Start of Dataset records

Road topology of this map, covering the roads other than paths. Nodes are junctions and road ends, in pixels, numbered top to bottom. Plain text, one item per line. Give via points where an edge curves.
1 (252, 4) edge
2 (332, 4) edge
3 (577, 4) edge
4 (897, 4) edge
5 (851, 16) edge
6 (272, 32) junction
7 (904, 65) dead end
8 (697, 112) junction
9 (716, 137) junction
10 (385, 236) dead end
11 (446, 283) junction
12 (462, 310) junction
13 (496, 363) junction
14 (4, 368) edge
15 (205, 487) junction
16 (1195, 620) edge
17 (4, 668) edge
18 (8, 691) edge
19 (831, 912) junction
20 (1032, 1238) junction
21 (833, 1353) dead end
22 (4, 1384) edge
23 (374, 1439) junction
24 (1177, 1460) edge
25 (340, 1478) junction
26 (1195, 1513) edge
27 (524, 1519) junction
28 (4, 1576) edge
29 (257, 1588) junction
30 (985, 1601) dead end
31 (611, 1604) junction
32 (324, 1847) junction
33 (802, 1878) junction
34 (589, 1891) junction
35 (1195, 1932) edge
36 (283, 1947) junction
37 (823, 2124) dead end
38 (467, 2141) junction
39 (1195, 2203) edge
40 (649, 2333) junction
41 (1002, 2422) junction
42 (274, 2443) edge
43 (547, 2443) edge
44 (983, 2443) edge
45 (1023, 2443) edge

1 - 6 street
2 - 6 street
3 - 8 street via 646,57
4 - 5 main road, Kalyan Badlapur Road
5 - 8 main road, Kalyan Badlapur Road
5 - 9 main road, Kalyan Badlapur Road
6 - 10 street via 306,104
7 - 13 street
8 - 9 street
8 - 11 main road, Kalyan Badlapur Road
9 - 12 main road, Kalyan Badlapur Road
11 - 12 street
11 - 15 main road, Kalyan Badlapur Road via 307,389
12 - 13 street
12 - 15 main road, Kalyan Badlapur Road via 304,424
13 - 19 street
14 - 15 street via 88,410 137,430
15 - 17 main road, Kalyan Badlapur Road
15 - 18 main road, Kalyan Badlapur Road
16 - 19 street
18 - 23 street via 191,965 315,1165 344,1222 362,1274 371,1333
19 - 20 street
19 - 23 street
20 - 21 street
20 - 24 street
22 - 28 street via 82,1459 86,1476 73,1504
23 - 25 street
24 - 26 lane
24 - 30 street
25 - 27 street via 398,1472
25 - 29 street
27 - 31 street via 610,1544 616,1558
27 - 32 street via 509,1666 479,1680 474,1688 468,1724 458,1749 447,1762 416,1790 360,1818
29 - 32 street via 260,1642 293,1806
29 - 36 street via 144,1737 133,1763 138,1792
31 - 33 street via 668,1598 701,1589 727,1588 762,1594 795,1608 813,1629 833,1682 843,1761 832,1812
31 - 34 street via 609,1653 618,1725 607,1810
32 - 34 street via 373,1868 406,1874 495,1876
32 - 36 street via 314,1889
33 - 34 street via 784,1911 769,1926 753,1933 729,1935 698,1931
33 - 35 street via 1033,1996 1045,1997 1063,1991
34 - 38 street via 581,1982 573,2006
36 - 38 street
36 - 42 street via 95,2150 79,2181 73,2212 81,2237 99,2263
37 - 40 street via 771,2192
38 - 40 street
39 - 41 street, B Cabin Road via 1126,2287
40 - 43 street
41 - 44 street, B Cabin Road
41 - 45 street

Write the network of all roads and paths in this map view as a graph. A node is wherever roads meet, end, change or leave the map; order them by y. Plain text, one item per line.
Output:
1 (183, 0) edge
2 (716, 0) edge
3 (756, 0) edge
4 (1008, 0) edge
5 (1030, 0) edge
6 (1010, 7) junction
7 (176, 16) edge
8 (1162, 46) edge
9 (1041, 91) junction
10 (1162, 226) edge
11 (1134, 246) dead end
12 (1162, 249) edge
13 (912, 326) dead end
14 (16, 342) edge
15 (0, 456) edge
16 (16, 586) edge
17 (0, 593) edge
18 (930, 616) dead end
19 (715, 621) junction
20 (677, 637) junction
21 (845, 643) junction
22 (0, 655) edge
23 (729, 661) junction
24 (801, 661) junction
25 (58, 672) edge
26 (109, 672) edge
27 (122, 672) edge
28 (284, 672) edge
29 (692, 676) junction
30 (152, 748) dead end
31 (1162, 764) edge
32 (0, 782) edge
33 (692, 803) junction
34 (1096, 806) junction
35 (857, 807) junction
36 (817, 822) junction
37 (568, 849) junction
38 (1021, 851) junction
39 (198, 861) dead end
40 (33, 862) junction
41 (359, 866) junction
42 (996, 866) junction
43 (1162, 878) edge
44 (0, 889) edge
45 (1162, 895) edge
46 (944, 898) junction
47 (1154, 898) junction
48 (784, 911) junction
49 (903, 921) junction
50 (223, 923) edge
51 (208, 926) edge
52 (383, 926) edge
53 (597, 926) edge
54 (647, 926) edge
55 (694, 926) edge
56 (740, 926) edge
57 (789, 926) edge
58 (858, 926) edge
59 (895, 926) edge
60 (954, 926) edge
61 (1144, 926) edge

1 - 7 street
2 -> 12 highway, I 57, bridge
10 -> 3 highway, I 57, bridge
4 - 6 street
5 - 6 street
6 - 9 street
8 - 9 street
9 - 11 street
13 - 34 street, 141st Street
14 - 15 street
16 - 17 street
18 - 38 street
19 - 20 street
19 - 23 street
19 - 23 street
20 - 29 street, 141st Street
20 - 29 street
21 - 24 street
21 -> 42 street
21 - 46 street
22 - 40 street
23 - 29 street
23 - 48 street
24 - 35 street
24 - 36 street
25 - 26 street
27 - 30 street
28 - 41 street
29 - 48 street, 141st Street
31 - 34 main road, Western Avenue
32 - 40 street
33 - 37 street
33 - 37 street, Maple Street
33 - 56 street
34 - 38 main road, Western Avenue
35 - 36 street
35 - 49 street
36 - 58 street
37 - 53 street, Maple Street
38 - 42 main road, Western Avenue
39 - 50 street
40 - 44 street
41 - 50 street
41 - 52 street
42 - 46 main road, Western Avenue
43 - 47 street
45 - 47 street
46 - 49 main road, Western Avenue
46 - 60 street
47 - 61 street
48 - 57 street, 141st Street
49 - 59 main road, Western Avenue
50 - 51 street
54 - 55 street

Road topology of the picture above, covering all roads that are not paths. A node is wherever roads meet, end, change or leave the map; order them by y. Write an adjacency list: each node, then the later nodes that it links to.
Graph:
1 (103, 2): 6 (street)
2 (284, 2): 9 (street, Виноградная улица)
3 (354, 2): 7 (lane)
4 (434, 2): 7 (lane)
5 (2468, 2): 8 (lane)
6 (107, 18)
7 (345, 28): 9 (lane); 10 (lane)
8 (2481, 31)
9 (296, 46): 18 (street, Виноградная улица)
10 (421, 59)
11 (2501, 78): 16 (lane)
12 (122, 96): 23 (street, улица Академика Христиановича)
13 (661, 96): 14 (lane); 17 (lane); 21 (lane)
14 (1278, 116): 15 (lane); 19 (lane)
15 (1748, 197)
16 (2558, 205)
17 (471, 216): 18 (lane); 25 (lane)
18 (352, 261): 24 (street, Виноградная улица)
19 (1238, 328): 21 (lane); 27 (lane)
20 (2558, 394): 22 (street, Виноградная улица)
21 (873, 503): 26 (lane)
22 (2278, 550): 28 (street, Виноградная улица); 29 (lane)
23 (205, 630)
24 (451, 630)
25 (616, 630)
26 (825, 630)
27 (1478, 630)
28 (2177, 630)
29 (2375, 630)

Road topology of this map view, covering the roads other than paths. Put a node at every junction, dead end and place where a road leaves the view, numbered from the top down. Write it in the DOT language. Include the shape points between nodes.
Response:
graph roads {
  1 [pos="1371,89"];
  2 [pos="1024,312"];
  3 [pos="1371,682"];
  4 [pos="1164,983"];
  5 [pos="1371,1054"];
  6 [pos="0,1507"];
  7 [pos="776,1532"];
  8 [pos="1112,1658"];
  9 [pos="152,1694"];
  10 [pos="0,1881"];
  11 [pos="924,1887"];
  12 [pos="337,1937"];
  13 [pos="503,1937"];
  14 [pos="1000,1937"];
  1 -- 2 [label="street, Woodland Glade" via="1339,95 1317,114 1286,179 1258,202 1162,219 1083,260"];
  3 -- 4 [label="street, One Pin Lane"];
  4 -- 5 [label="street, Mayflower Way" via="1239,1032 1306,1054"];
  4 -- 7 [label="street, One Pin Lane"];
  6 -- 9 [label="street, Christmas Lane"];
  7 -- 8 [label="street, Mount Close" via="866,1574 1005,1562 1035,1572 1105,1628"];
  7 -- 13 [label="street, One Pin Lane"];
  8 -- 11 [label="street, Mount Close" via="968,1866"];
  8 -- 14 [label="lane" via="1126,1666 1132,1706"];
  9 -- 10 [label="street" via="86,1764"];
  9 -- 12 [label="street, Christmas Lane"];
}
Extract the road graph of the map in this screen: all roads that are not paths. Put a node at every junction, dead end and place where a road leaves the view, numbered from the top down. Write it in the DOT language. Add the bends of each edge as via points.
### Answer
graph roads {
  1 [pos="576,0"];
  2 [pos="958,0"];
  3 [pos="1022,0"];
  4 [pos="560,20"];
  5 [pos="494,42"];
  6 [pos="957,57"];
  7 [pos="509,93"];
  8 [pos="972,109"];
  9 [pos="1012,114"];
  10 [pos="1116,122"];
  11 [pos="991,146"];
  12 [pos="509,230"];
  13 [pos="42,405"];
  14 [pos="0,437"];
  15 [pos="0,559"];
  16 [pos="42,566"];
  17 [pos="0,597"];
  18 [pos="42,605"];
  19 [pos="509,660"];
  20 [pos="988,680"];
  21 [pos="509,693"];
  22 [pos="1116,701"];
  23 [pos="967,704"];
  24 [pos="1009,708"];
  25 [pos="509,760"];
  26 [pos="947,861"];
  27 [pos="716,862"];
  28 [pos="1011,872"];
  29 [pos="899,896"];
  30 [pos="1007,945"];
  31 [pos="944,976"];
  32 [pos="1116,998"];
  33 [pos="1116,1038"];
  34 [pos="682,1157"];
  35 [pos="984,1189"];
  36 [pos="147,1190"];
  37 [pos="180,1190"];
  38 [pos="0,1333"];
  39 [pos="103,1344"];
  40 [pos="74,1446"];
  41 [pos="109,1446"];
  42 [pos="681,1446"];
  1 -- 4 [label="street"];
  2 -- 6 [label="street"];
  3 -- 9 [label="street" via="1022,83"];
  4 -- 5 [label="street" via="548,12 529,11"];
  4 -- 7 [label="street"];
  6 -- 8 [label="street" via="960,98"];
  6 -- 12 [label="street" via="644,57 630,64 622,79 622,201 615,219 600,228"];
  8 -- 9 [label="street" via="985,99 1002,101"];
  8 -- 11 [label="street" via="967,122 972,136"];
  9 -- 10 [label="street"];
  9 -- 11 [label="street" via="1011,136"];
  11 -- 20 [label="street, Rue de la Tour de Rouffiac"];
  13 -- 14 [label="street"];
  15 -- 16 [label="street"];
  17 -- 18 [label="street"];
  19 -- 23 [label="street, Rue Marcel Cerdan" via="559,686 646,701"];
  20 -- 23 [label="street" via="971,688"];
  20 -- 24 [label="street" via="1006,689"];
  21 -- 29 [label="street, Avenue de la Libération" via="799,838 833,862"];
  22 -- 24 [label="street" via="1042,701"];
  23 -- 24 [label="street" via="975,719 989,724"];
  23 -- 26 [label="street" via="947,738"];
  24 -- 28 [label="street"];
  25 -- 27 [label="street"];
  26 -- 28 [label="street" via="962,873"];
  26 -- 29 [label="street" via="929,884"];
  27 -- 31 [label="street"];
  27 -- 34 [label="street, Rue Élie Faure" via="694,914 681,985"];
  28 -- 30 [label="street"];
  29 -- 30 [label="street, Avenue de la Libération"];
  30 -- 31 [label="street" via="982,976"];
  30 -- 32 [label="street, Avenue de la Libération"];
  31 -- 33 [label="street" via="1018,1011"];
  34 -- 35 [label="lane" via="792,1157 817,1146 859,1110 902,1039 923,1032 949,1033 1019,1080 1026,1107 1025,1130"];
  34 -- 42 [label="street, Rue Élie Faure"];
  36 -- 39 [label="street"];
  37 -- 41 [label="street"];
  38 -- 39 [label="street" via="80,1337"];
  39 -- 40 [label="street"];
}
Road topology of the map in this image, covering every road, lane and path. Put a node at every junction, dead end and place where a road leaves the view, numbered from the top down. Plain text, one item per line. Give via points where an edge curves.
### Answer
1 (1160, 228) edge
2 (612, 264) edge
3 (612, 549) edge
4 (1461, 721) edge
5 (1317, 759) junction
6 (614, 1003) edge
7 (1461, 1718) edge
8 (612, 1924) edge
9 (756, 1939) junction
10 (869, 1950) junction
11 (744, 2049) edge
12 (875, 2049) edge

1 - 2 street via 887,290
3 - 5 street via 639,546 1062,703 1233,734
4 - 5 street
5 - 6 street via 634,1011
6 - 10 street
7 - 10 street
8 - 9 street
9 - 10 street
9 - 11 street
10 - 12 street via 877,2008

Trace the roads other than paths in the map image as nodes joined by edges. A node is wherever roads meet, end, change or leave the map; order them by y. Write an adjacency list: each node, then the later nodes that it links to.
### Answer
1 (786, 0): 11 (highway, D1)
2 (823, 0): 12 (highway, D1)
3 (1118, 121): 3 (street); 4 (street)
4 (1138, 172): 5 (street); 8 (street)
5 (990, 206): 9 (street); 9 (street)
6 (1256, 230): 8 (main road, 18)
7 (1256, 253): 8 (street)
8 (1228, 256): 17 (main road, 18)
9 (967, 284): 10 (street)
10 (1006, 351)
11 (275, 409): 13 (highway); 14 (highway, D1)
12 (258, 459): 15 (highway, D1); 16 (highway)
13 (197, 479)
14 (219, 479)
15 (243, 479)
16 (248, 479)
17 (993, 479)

End of Dataset records

In the entries above, one line contains "Road topology of this map view, covering" and another contains "Extract the road". Reproduce exactly those two lines and the lines between them, nothing else.

Answer section
Road topology of this map view, covering the roads other than paths. Put a node at every junction, dead end and place where a road leaves the view, numbered from the top down. Write it in the DOT language. Include the shape points between nodes.
Response:
graph roads {
  1 [pos="1371,89"];
  2 [pos="1024,312"];
  3 [pos="1371,682"];
  4 [pos="1164,983"];
  5 [pos="1371,1054"];
  6 [pos="0,1507"];
  7 [pos="776,1532"];
  8 [pos="1112,1658"];
  9 [pos="152,1694"];
  10 [pos="0,1881"];
  11 [pos="924,1887"];
  12 [pos="337,1937"];
  13 [pos="503,1937"];
  14 [pos="1000,1937"];
  1 -- 2 [label="street, Woodland Glade" via="1339,95 1317,114 1286,179 1258,202 1162,219 1083,260"];
  3 -- 4 [label="street, One Pin Lane"];
  4 -- 5 [label="street, Mayflower Way" via="1239,1032 1306,1054"];
  4 -- 7 [label="street, One Pin Lane"];
  6 -- 9 [label="street, Christmas Lane"];
  7 -- 8 [label="street, Mount Close" via="866,1574 1005,1562 1035,1572 1105,1628"];
  7 -- 13 [label="street, One Pin Lane"];
  8 -- 11 [label="street, Mount Close" via="968,1866"];
  8 -- 14 [label="lane" via="1126,1666 1132,1706"];
  9 -- 10 [label="street" via="86,1764"];
  9 -- 12 [label="street, Christmas Lane"];
}
Extract the road graph of the map in this screen: all roads that are not paths. Put a node at every junction, dead end and place where a road leaves the view, numbered from the top down. Write it in the DOT language. Add the bends of each edge as via points.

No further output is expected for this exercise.